TASK OBJECTIVE | Would you please output the records exactly as they appear below?

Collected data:

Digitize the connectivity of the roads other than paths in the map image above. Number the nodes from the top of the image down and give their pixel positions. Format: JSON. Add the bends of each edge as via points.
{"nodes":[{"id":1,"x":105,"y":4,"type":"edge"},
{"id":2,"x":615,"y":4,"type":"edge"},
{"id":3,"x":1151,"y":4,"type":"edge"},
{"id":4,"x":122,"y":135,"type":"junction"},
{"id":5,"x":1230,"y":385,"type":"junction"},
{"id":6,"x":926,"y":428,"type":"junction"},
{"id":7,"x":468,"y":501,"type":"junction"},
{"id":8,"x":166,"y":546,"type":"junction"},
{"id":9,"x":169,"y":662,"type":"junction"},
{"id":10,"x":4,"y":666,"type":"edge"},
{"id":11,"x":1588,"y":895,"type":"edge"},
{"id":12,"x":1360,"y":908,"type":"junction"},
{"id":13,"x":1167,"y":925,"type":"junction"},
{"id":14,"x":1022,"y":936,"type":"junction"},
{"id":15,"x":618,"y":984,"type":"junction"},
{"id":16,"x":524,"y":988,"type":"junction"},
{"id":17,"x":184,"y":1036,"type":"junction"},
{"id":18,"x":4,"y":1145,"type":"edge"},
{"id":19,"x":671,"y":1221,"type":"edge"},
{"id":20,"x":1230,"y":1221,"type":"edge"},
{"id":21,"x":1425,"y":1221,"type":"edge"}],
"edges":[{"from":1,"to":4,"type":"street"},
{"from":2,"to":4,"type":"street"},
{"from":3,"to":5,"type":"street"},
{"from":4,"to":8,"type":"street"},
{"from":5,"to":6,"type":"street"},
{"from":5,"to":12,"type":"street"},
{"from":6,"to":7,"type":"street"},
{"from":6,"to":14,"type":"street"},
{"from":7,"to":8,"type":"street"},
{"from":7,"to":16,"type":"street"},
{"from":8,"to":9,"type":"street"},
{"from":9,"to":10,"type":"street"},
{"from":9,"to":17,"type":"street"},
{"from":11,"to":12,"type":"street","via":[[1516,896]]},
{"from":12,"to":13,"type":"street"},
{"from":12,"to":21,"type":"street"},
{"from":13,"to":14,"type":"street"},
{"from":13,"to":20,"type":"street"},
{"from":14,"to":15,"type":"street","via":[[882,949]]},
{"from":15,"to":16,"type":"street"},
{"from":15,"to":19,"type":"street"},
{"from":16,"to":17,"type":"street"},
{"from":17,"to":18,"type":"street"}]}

SOLUTION TO THE EXERCISE |
Digitize the connectivity of the roads other than paths in the map image above. Number the nodes from the top of the image down and give their pixel positions. Format: JSON. Add the bends of each edge as via points.
{"nodes":[{"id":1,"x":105,"y":4,"type":"edge"},
{"id":2,"x":615,"y":4,"type":"edge"},
{"id":3,"x":1151,"y":4,"type":"edge"},
{"id":4,"x":122,"y":135,"type":"junction"},
{"id":5,"x":1230,"y":385,"type":"junction"},
{"id":6,"x":926,"y":428,"type":"junction"},
{"id":7,"x":468,"y":501,"type":"junction"},
{"id":8,"x":166,"y":546,"type":"junction"},
{"id":9,"x":169,"y":662,"type":"junction"},
{"id":10,"x":4,"y":666,"type":"edge"},
{"id":11,"x":1588,"y":895,"type":"edge"},
{"id":12,"x":1360,"y":908,"type":"junction"},
{"id":13,"x":1167,"y":925,"type":"junction"},
{"id":14,"x":1022,"y":936,"type":"junction"},
{"id":15,"x":618,"y":984,"type":"junction"},
{"id":16,"x":524,"y":988,"type":"junction"},
{"id":17,"x":184,"y":1036,"type":"junction"},
{"id":18,"x":4,"y":1145,"type":"edge"},
{"id":19,"x":671,"y":1221,"type":"edge"},
{"id":20,"x":1230,"y":1221,"type":"edge"},
{"id":21,"x":1425,"y":1221,"type":"edge"}],
"edges":[{"from":1,"to":4,"type":"street"},
{"from":2,"to":4,"type":"street"},
{"from":3,"to":5,"type":"street"},
{"from":4,"to":8,"type":"street"},
{"from":5,"to":6,"type":"street"},
{"from":5,"to":12,"type":"street"},
{"from":6,"to":7,"type":"street"},
{"from":6,"to":14,"type":"street"},
{"from":7,"to":8,"type":"street"},
{"from":7,"to":16,"type":"street"},
{"from":8,"to":9,"type":"street"},
{"from":9,"to":10,"type":"street"},
{"from":9,"to":17,"type":"street"},
{"from":11,"to":12,"type":"street","via":[[1516,896]]},
{"from":12,"to":13,"type":"street"},
{"from":12,"to":21,"type":"street"},
{"from":13,"to":14,"type":"street"},
{"from":13,"to":20,"type":"street"},
{"from":14,"to":15,"type":"street","via":[[882,949]]},
{"from":15,"to":16,"type":"street"},
{"from":15,"to":19,"type":"street"},
{"from":16,"to":17,"type":"street"},
{"from":17,"to":18,"type":"street"}]}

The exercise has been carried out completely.